### DATA FOR THE TASK
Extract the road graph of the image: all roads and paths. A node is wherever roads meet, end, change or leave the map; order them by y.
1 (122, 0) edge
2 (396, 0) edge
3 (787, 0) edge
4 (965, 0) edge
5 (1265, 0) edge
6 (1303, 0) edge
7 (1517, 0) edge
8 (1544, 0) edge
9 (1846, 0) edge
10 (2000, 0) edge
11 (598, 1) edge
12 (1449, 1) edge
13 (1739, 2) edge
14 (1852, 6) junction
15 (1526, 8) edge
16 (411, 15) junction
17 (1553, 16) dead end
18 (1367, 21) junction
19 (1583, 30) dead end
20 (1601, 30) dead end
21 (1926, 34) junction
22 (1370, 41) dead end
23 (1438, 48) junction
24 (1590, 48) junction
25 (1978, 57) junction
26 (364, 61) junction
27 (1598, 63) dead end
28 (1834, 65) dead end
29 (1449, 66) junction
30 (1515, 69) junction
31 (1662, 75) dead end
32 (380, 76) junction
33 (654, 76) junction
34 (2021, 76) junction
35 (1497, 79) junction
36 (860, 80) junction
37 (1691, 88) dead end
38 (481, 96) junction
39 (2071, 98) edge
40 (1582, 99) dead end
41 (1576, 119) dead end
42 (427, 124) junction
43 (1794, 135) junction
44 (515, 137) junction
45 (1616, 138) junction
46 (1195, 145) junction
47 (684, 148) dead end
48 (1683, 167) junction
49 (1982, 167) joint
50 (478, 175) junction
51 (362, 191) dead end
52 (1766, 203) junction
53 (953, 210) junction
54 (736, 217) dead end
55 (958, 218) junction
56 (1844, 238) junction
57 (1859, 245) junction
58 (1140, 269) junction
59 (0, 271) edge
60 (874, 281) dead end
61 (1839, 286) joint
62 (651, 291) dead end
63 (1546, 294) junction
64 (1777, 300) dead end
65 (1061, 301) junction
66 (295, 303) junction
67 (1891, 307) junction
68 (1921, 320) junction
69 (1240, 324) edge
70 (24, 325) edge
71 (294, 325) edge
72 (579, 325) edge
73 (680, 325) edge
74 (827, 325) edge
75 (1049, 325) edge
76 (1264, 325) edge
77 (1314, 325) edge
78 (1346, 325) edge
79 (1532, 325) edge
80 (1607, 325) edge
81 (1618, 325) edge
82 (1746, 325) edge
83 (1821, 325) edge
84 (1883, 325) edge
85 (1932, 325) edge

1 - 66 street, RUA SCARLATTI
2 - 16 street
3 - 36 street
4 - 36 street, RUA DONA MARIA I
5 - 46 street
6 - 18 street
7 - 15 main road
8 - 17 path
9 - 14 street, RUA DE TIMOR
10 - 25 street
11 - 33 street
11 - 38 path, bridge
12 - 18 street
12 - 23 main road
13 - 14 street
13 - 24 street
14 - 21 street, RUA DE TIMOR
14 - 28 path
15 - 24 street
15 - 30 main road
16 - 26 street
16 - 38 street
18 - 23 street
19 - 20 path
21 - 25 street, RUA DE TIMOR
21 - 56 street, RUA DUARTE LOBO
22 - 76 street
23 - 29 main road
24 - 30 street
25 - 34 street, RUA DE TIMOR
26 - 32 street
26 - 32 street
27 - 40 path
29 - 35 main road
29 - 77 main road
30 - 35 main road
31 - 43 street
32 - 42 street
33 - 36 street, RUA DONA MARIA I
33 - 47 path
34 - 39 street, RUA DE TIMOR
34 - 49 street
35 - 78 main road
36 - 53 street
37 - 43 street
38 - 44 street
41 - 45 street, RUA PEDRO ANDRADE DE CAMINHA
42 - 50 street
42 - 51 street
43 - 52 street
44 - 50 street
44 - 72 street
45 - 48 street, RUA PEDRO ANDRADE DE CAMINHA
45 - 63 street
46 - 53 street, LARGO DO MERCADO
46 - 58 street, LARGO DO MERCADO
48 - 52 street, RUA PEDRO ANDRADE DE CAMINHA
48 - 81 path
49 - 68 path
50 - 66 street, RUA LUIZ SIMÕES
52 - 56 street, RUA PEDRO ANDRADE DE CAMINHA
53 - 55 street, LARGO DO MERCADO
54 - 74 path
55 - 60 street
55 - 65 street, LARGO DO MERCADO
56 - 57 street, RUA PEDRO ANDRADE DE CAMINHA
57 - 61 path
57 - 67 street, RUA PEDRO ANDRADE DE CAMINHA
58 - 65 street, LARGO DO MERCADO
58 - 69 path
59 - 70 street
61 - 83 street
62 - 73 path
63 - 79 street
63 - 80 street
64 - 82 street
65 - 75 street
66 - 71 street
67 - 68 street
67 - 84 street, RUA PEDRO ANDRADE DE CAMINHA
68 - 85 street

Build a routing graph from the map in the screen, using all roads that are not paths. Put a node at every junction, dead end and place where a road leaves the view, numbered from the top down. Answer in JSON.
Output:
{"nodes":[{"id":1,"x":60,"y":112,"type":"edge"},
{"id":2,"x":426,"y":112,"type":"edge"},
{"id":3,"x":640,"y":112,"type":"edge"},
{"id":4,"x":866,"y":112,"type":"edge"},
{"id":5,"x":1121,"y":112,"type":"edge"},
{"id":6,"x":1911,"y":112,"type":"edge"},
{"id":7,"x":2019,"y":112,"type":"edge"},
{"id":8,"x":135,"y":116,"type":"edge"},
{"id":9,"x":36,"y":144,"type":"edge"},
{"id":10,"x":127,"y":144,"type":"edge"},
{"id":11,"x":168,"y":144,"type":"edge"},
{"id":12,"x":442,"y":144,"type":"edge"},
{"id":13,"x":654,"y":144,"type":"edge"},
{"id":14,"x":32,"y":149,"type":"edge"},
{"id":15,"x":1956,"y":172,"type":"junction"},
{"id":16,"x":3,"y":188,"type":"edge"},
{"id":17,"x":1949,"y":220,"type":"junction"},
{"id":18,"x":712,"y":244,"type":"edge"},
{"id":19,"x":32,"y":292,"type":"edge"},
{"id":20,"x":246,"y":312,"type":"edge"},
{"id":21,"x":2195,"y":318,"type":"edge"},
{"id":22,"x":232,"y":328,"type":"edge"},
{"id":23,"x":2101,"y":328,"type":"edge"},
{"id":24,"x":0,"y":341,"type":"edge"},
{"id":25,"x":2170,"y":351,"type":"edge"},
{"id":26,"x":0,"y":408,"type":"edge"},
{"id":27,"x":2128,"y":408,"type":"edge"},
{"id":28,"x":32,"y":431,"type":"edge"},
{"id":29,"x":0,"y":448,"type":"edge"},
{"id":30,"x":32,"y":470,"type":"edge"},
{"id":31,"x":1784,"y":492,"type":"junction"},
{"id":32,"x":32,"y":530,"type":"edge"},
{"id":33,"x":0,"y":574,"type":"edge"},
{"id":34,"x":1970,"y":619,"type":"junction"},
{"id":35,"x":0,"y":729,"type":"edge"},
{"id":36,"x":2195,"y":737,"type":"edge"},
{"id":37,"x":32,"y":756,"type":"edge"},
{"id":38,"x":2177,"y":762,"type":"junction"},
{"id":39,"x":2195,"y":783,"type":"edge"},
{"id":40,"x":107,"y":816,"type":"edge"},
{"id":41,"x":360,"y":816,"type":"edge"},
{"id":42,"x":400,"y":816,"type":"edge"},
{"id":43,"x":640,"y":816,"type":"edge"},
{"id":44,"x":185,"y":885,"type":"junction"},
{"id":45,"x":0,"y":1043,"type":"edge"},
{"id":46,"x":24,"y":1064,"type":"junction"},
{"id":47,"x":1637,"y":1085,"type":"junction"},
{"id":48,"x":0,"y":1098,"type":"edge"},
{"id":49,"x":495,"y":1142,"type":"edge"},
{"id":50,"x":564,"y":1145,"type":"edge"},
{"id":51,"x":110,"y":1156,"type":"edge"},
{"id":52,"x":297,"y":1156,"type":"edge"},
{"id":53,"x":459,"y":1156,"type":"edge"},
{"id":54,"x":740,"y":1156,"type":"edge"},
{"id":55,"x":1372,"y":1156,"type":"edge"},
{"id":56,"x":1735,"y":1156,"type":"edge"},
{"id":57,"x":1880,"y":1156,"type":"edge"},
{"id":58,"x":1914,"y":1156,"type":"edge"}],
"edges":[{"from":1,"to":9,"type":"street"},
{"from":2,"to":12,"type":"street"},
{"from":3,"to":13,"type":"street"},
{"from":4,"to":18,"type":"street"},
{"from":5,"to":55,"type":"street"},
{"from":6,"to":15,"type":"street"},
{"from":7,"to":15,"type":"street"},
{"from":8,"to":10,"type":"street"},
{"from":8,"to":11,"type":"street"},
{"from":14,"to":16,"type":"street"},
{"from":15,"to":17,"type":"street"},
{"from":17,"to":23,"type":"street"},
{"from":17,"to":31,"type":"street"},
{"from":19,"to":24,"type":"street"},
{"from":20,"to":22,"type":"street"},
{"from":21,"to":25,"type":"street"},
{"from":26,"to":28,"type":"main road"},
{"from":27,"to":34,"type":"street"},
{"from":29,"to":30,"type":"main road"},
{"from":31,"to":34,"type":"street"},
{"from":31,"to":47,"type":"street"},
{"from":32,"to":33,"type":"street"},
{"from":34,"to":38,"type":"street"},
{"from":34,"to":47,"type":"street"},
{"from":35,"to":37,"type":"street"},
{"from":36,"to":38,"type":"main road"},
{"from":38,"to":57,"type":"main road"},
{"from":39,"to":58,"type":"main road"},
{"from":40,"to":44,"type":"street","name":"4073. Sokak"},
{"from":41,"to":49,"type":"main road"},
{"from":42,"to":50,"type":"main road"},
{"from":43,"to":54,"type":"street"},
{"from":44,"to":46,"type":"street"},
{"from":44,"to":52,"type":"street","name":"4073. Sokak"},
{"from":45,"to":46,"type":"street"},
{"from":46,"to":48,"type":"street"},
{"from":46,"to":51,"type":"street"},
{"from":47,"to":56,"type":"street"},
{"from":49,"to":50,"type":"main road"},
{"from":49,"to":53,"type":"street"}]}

### DIRECTIONS FOR THIS TASK
Out of the records, collect only those lines that contain the string "TIMOR".

### FINISHED TASK
9 - 14 street, RUA DE TIMOR
14 - 21 street, RUA DE TIMOR
21 - 25 street, RUA DE TIMOR
25 - 34 street, RUA DE TIMOR
34 - 39 street, RUA DE TIMOR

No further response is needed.